Exercise instructions — Among the lines below, return each one that contains the word "Running".

─── Data ───

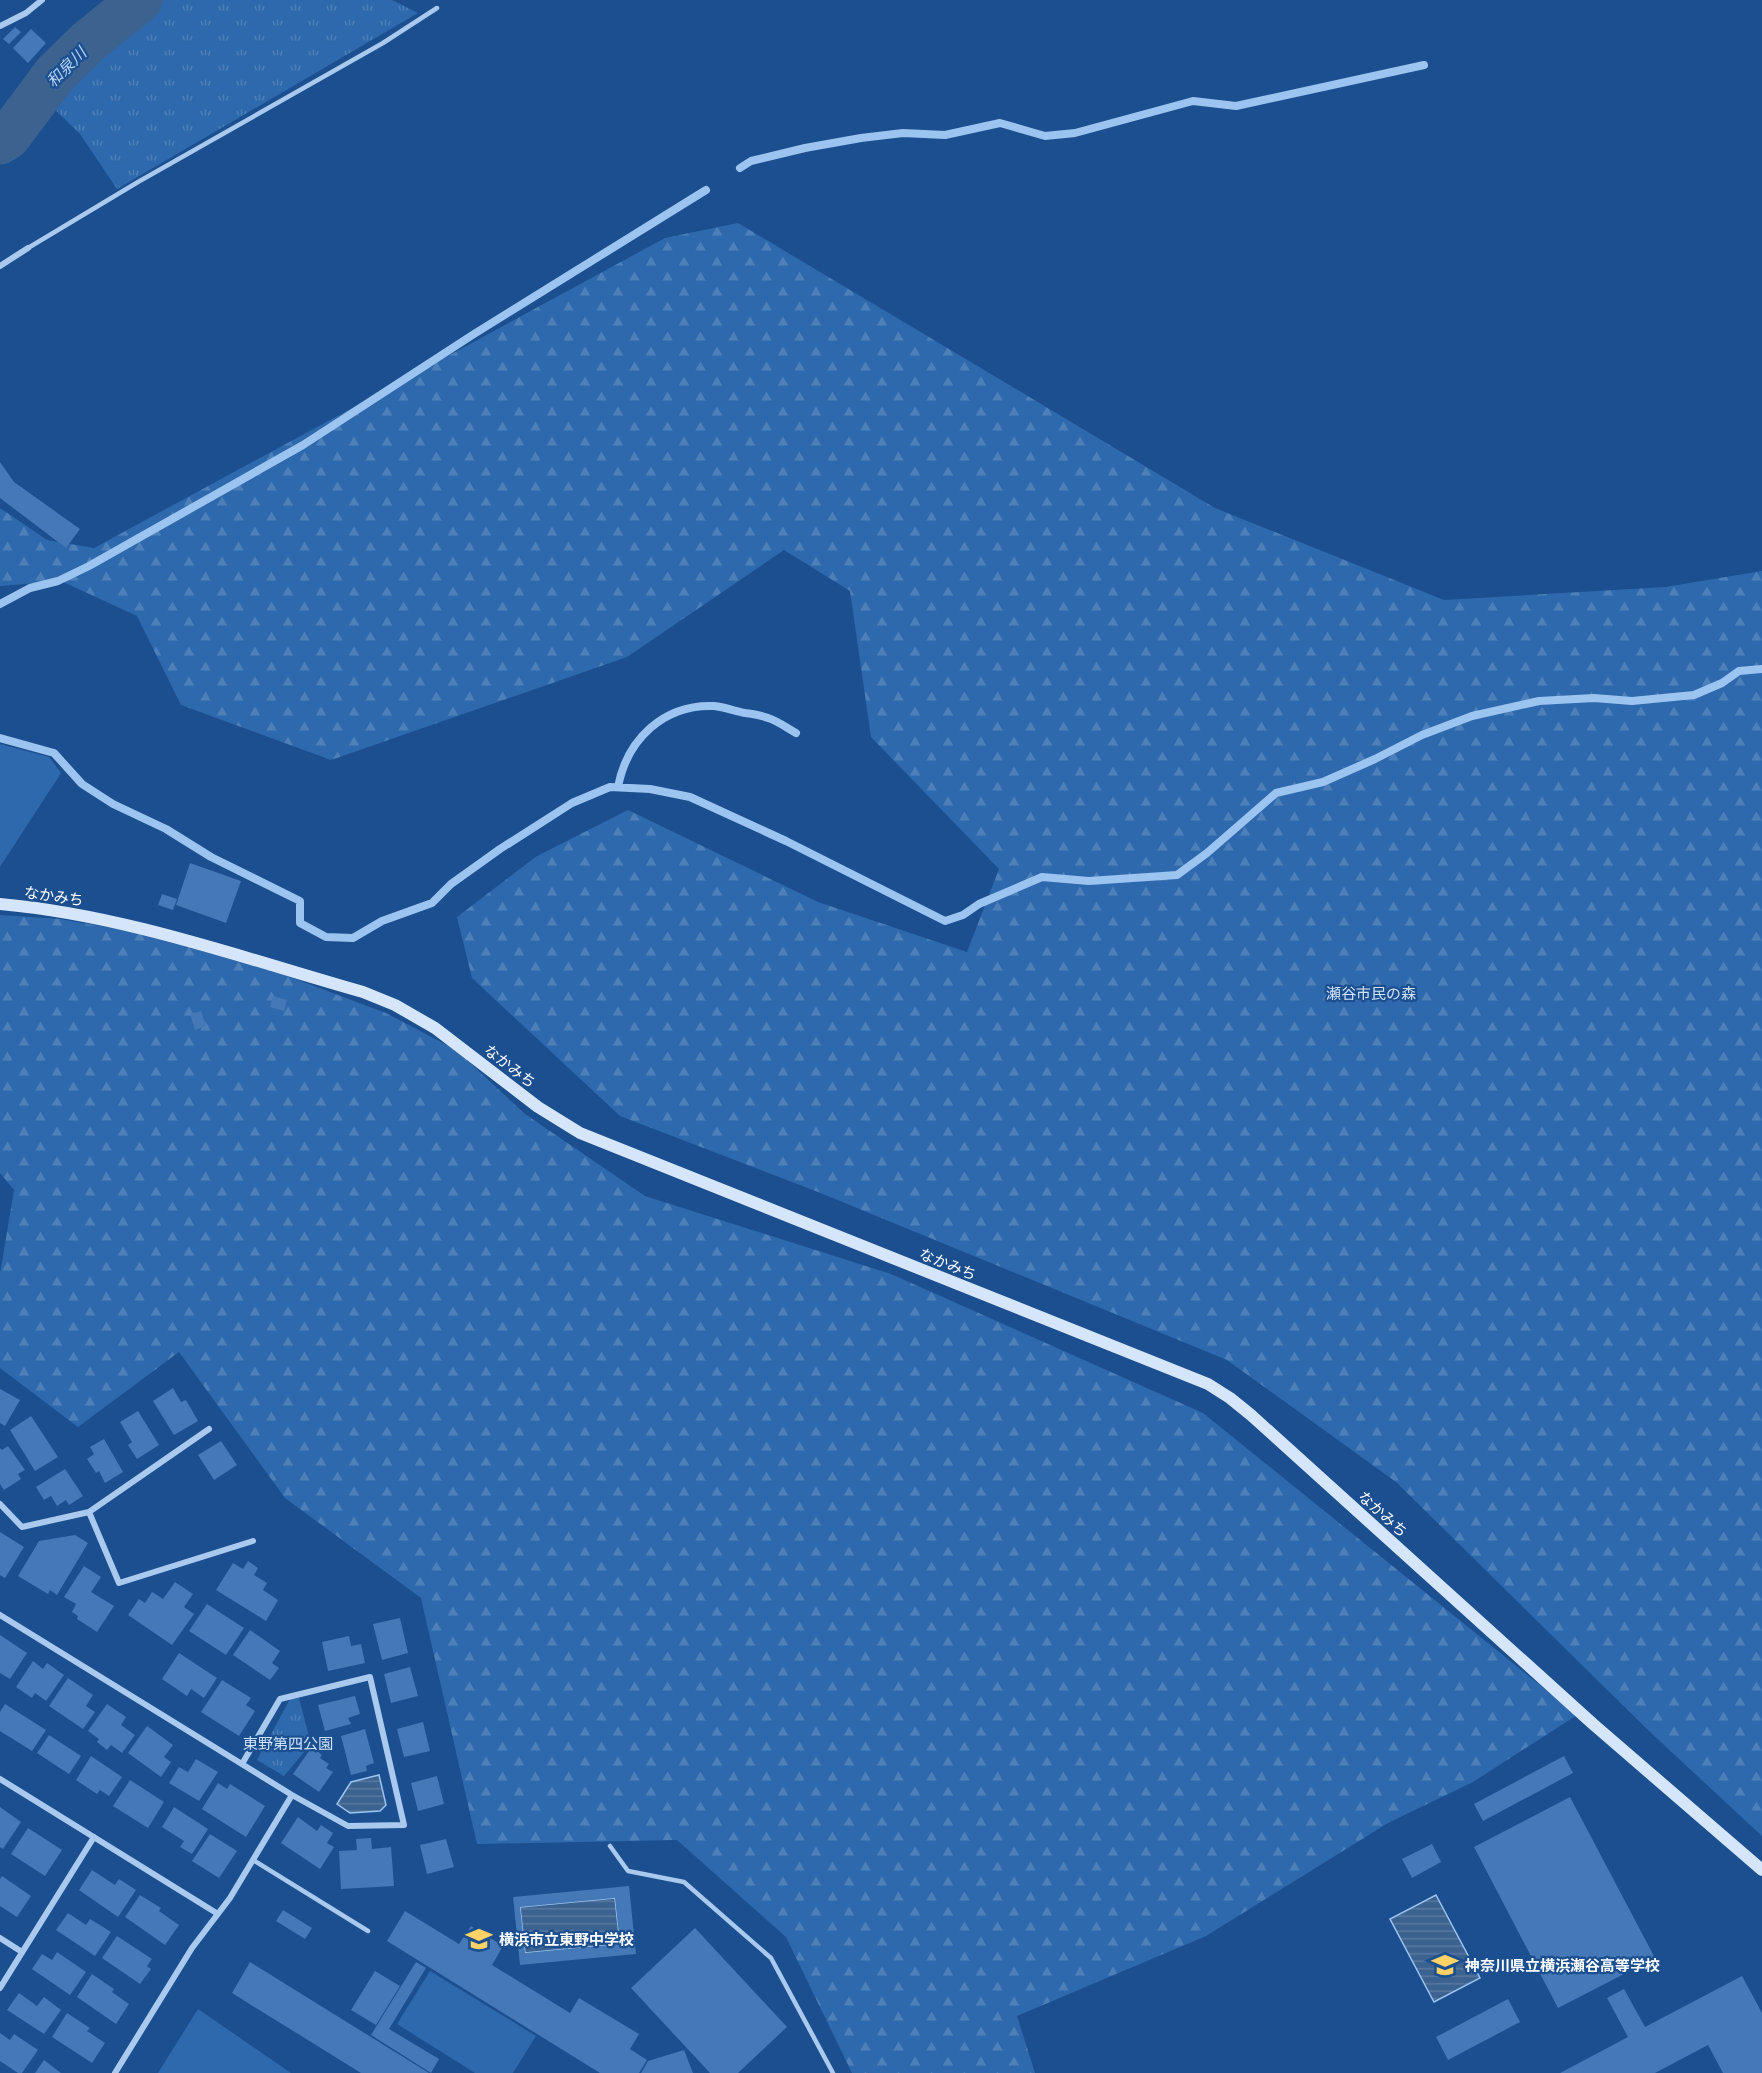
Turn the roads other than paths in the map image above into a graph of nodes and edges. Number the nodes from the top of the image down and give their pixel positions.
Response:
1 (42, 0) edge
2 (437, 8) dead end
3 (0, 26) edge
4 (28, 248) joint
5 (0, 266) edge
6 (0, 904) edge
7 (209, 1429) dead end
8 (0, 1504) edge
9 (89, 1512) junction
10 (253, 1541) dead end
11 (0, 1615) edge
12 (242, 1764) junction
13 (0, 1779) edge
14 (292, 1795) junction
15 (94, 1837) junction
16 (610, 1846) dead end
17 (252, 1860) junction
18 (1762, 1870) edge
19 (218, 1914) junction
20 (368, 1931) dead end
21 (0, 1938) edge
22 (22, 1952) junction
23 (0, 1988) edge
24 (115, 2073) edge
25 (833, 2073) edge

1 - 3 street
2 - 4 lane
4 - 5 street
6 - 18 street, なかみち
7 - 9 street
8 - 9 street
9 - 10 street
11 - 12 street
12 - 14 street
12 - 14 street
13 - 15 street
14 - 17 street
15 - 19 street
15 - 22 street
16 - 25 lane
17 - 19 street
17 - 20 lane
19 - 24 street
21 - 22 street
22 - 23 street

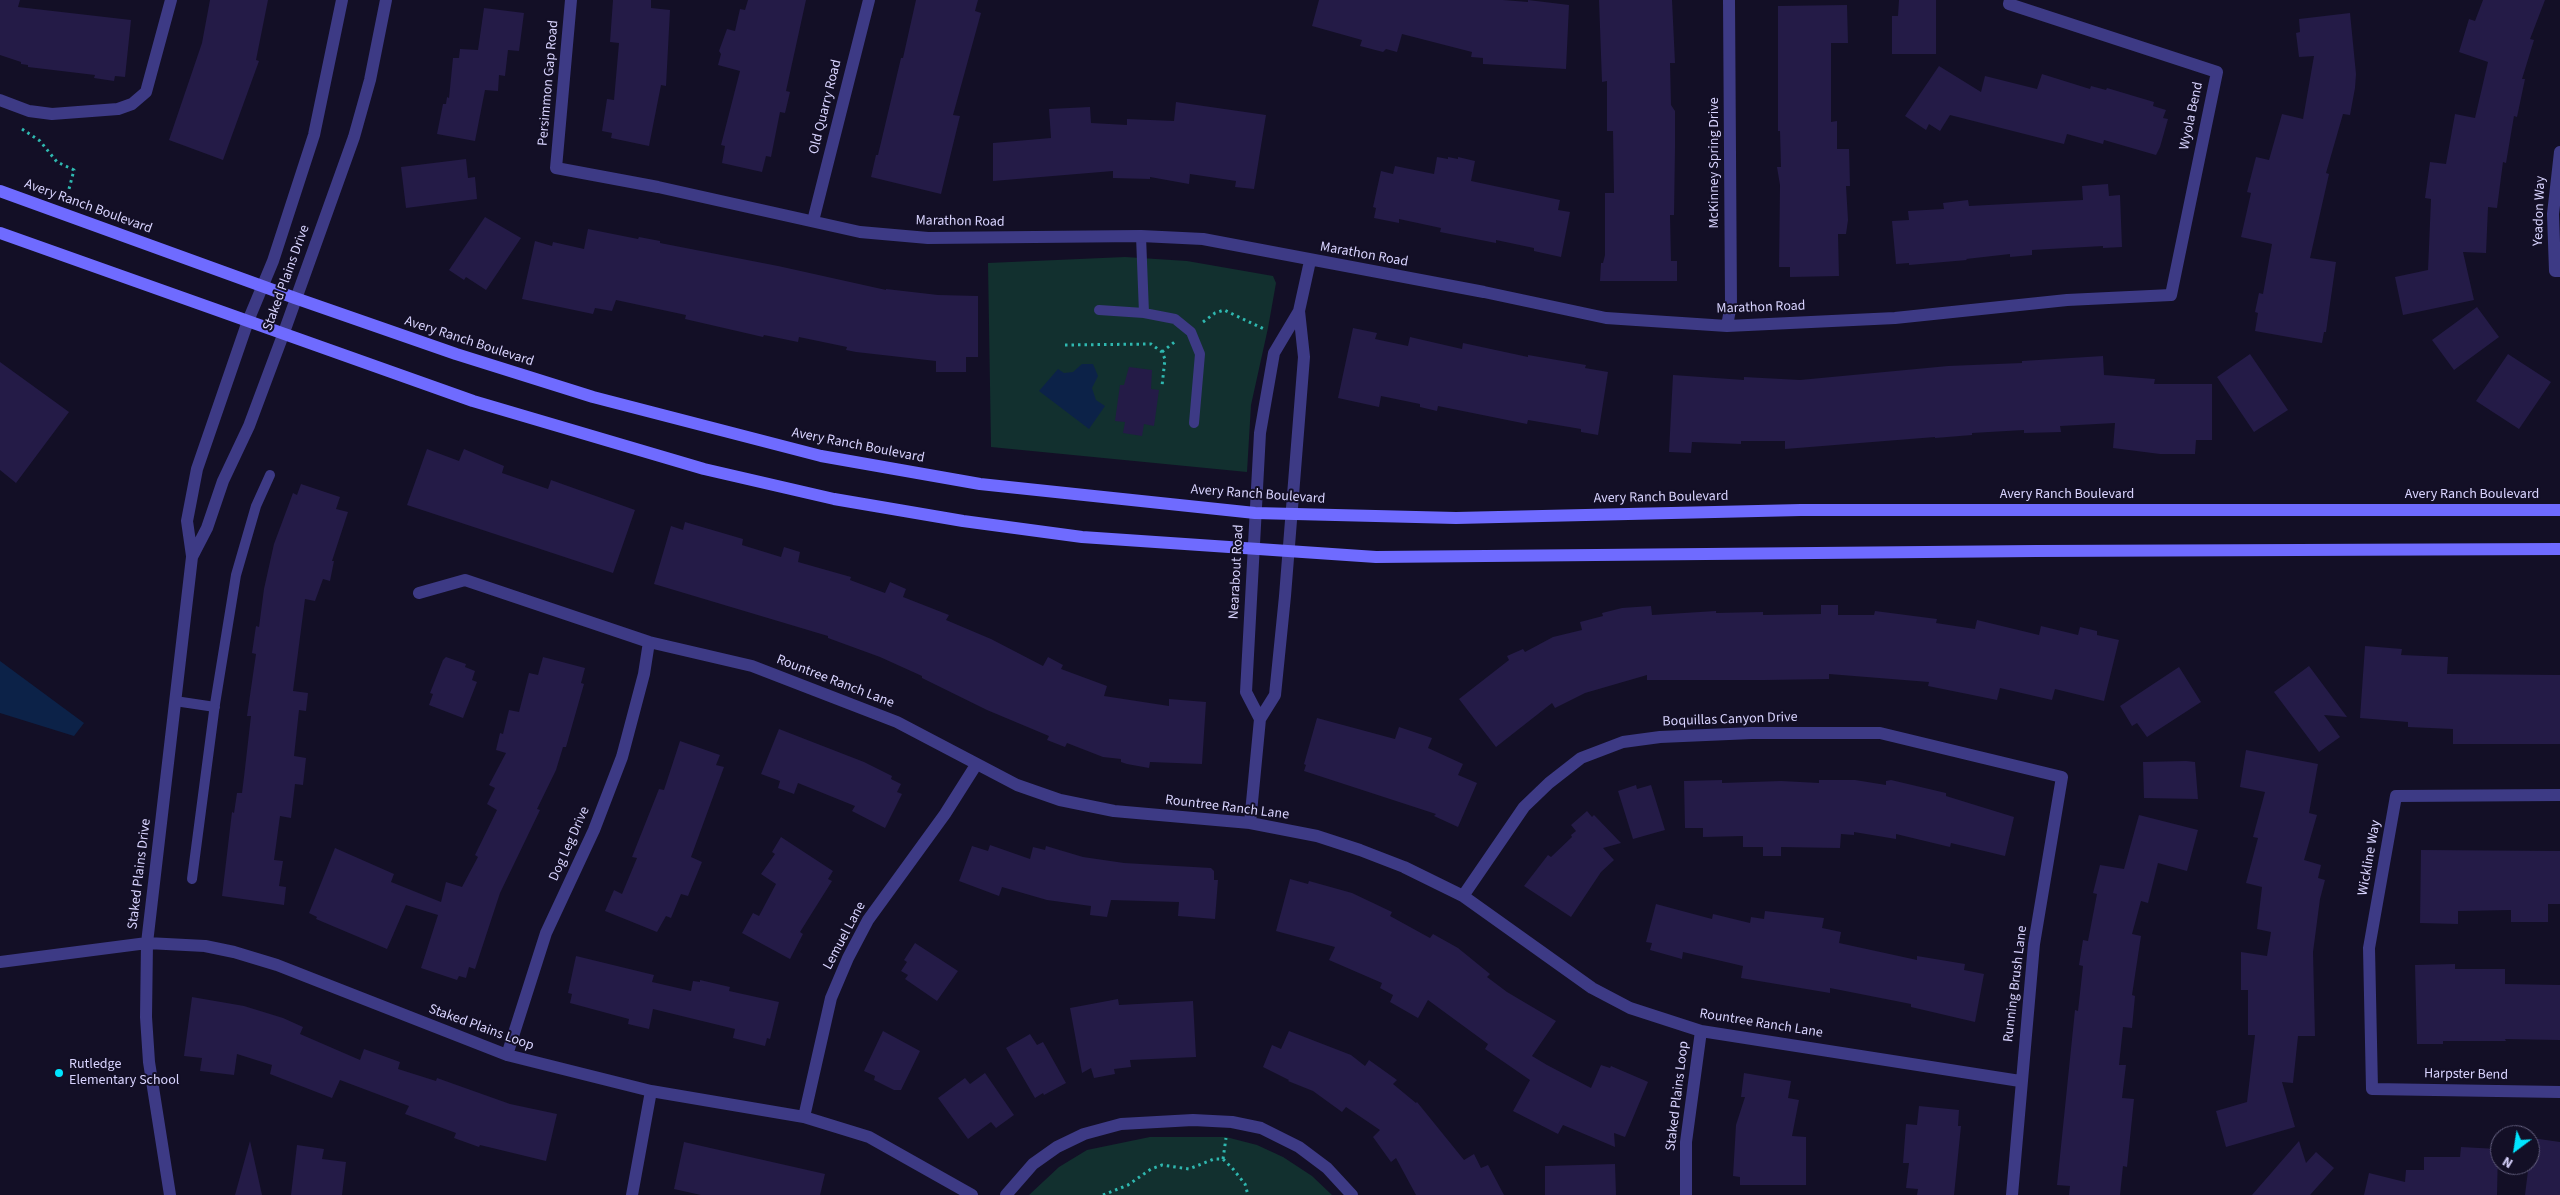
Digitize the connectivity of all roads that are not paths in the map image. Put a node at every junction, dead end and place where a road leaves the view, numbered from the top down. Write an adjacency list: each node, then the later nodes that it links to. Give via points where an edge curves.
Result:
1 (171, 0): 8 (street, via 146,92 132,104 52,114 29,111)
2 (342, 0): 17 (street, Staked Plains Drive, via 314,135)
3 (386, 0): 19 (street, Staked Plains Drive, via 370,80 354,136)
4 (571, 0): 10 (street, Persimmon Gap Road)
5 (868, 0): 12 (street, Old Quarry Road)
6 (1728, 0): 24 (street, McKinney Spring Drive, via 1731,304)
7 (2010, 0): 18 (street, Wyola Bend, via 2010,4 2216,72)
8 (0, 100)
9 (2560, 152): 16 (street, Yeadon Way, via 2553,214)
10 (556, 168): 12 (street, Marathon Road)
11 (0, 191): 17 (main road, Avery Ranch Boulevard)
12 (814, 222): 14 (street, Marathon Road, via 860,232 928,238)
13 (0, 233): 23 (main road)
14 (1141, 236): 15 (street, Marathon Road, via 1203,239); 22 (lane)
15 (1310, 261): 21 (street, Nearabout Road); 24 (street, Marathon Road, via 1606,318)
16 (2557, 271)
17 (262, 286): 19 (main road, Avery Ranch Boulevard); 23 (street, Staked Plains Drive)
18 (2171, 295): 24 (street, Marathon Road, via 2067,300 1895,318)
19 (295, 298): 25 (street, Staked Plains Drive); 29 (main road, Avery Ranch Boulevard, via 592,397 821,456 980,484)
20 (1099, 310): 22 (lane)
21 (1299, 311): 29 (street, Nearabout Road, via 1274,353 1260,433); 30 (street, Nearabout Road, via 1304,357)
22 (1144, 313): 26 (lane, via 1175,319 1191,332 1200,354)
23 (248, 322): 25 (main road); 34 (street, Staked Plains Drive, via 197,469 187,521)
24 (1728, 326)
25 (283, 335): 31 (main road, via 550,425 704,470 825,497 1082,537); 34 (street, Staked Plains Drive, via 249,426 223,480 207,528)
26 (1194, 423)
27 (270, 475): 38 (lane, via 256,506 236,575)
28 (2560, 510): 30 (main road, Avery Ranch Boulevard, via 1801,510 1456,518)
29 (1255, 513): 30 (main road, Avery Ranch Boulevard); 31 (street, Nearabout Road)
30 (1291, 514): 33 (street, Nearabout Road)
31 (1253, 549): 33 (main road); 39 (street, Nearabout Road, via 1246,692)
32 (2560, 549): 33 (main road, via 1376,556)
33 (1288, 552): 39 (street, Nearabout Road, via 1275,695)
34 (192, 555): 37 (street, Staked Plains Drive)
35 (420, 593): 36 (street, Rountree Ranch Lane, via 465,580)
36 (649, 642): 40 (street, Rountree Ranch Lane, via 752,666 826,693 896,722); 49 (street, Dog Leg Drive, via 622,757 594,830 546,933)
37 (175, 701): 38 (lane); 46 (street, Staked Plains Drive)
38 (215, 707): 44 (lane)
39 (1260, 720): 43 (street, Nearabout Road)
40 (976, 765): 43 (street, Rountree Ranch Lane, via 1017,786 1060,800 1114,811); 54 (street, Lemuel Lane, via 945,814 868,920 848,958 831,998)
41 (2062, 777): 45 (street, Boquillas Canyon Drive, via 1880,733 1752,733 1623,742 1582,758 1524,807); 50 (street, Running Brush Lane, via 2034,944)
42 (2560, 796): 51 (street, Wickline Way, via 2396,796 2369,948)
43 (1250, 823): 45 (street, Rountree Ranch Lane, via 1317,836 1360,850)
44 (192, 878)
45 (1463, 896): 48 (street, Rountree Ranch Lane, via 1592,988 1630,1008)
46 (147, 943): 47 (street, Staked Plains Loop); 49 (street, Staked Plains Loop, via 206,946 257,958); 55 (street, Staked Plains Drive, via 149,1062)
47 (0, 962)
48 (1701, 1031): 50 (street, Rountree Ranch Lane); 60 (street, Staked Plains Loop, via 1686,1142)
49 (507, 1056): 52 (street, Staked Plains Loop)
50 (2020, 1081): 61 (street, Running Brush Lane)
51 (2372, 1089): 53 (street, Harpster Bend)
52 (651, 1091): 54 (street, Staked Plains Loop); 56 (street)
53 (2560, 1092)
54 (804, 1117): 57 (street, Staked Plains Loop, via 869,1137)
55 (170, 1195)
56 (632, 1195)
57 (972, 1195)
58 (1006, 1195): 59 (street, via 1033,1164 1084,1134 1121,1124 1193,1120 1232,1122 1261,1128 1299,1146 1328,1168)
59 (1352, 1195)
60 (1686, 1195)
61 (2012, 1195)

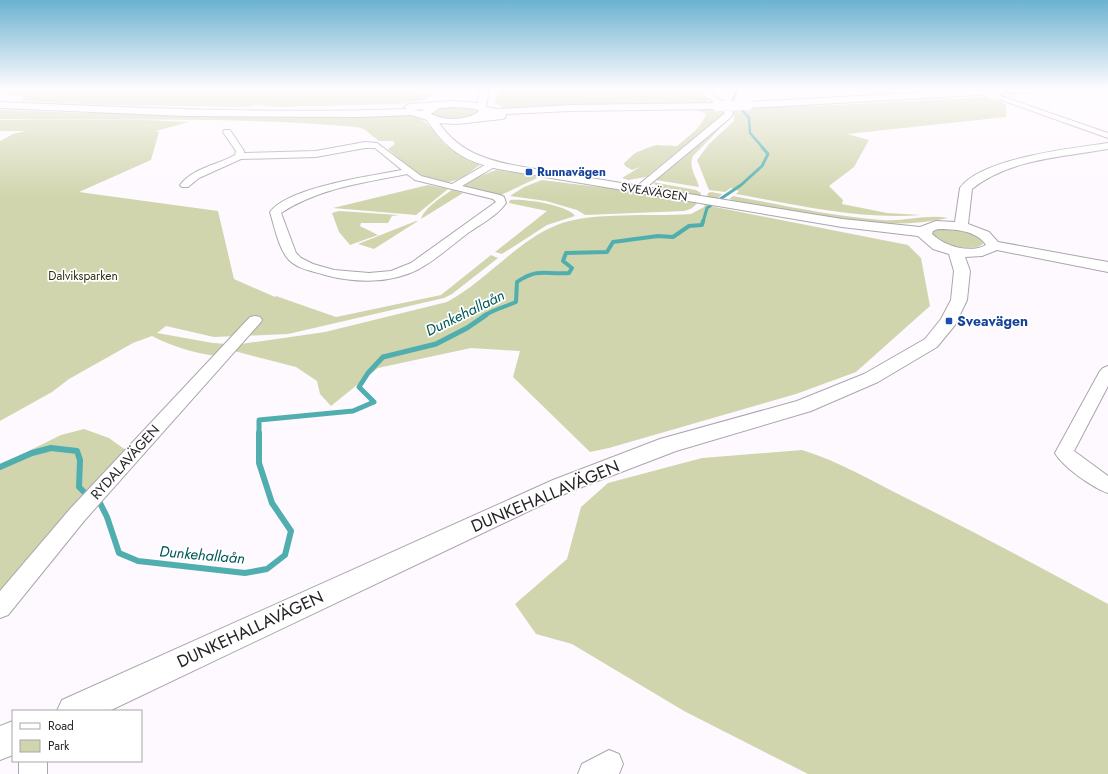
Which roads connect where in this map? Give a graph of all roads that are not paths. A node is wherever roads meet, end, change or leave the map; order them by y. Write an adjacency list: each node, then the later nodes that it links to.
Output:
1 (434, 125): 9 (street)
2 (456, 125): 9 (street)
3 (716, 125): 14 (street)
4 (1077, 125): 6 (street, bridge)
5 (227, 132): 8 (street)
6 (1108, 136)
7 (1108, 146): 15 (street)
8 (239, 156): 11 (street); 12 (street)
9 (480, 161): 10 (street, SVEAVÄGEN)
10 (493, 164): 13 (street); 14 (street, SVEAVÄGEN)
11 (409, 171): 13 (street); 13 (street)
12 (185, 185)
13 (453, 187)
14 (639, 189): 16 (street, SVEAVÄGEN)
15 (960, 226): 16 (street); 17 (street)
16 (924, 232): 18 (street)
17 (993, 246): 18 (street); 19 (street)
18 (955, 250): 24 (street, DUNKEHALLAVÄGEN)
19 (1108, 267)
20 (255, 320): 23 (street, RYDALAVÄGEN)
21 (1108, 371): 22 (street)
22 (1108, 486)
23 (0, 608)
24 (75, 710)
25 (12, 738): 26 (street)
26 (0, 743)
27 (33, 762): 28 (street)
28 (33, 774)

───

Solution for this exercise —
41 (2062, 777): 45 (street, Boquillas Canyon Drive, via 1880,733 1752,733 1623,742 1582,758 1524,807); 50 (street, Running Brush Lane, via 2034,944)
50 (2020, 1081): 61 (street, Running Brush Lane)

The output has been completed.